== RECORDS SUPPLIED ==

════════

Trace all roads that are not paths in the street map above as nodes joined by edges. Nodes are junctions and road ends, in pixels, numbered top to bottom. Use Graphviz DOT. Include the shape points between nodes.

════════

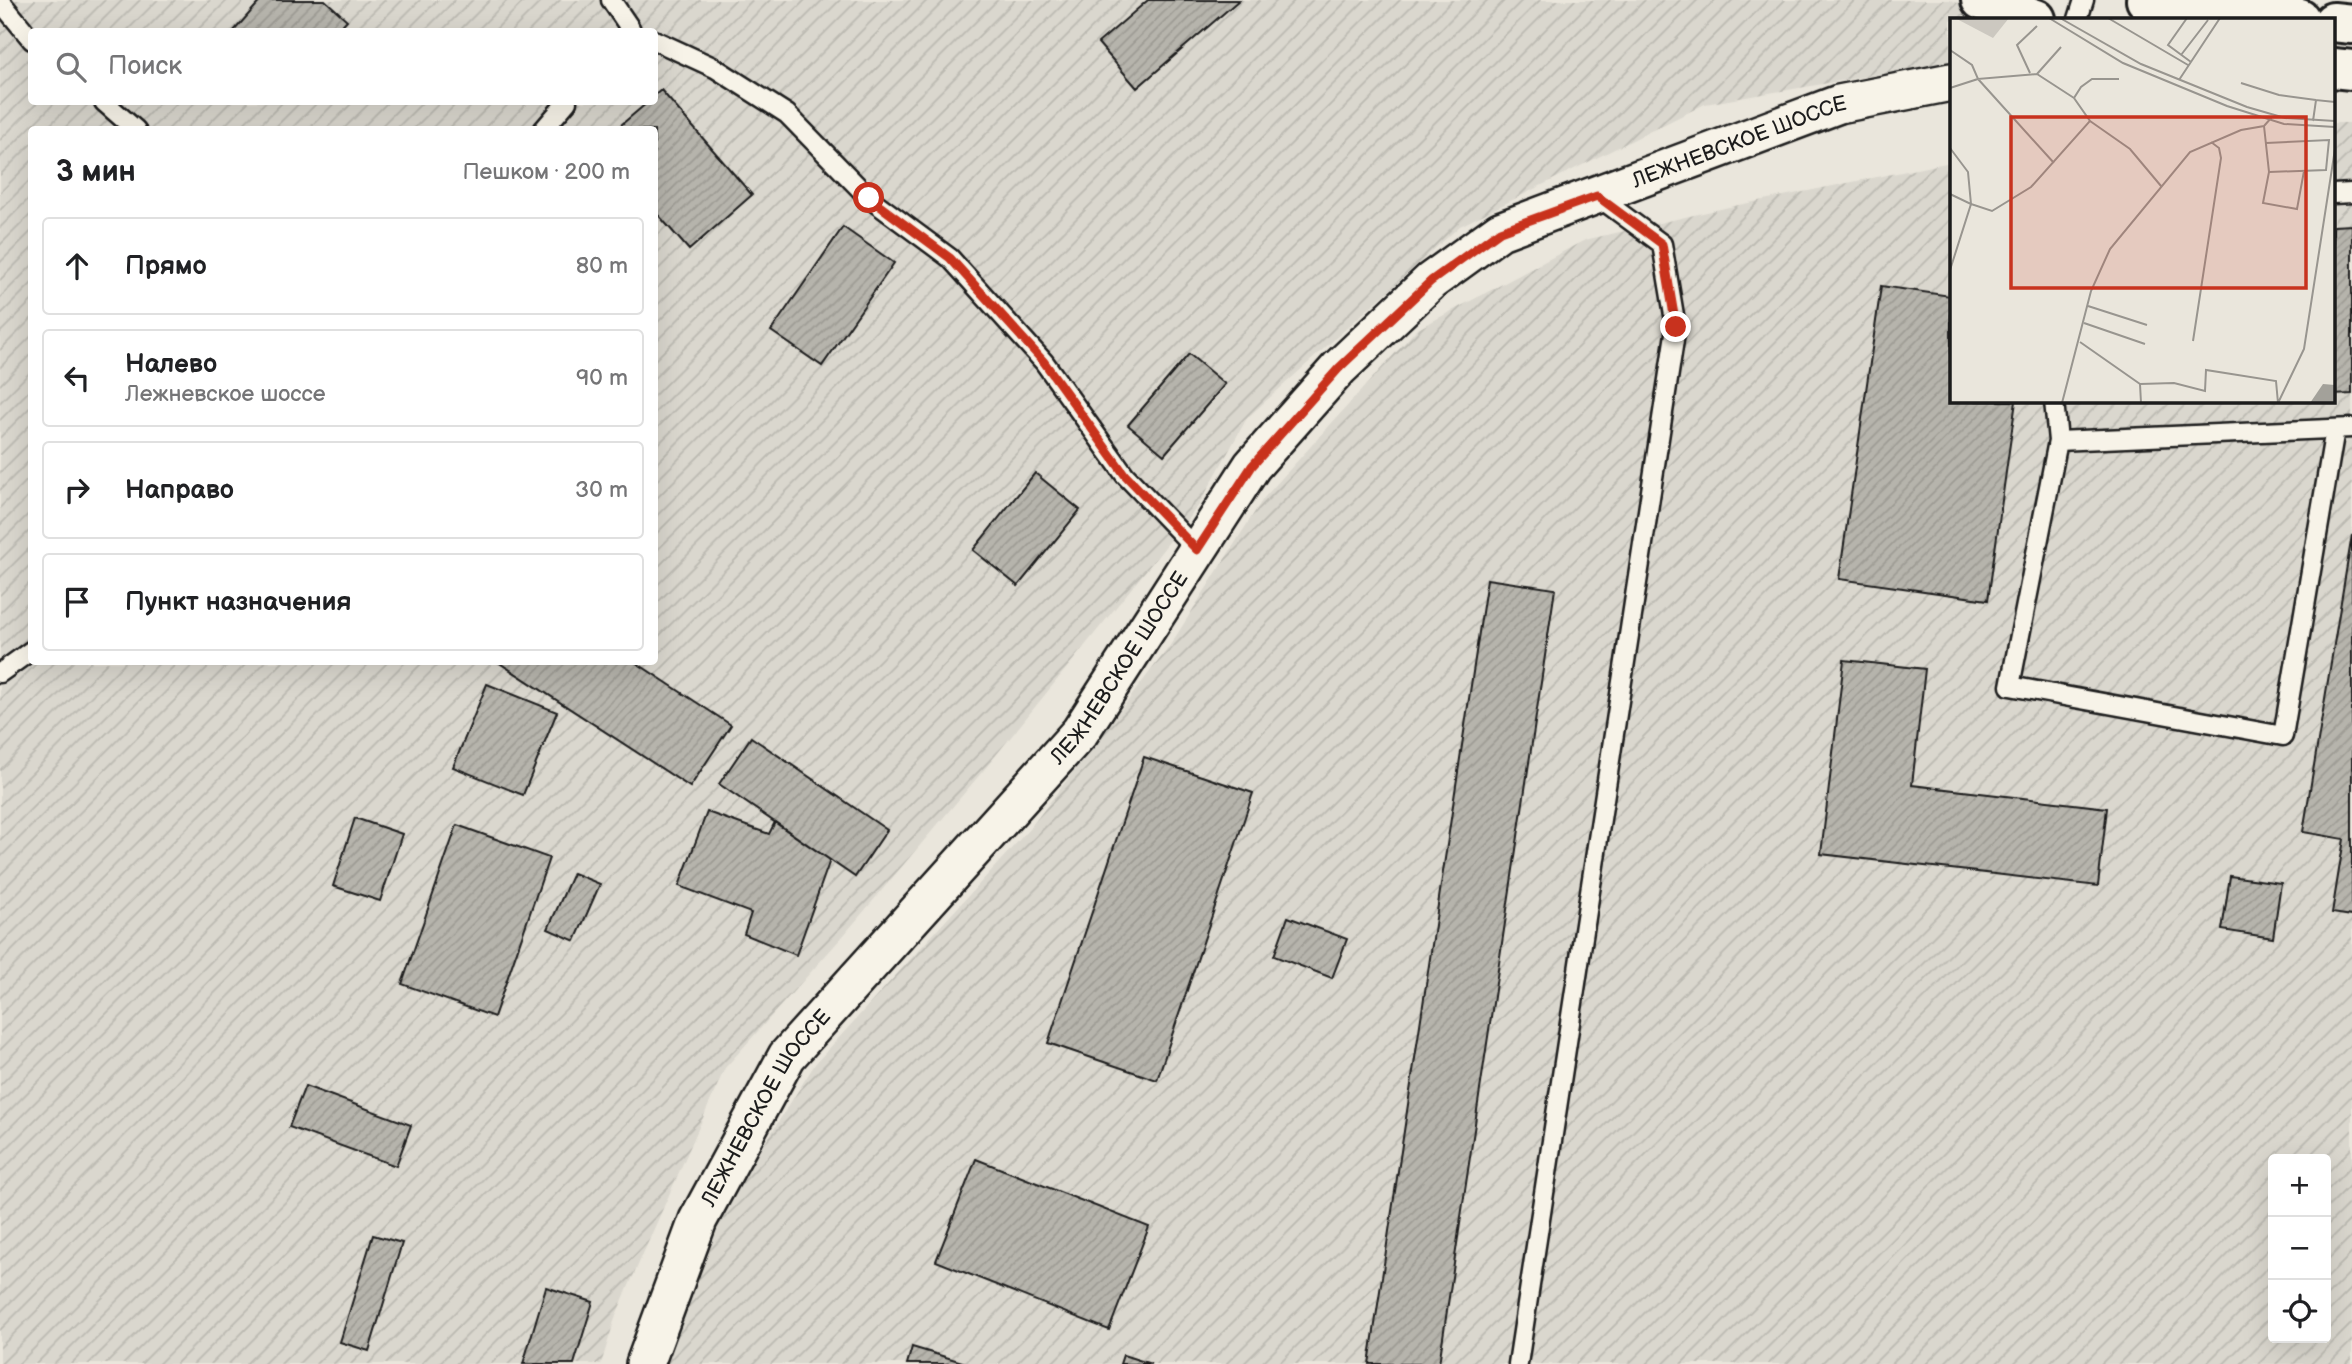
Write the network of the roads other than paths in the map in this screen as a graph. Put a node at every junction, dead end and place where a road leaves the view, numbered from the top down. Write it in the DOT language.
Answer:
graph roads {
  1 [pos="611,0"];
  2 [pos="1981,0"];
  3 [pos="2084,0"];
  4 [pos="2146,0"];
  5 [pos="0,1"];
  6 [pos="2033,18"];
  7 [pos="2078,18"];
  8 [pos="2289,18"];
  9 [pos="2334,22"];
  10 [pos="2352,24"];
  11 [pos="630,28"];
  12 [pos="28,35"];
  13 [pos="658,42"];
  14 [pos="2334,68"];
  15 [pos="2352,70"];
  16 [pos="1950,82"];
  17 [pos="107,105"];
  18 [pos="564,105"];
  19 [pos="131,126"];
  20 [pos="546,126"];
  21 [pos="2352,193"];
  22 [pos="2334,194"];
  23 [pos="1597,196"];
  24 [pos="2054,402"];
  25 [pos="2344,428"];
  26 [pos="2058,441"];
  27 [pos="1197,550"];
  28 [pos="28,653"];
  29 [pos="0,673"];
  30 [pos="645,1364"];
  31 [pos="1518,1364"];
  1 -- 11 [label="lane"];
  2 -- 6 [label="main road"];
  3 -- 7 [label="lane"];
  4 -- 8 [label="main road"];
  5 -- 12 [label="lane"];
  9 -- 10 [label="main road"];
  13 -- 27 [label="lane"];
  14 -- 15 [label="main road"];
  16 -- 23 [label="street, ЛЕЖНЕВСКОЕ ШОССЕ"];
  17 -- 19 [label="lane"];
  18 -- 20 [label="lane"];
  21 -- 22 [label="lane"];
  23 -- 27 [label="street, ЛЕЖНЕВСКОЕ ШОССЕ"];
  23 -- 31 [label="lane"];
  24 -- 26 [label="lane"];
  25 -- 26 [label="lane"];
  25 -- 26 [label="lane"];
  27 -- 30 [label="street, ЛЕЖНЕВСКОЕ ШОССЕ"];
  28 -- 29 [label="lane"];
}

════════

== WHAT THE EXERCISE ASKS ==
Look through the records and gather every line containing "numbered".

== RESPONSE ==
Trace all roads that are not paths in the street map above as nodes joined by edges. Nodes are junctions and road ends, in pixels, numbered top to bottom. Use Graphviz DOT. Include the shape points between nodes.
Write the network of the roads other than paths in the map in this screen as a graph. Put a node at every junction, dead end and place where a road leaves the view, numbered from the top down. Write it in the DOT language.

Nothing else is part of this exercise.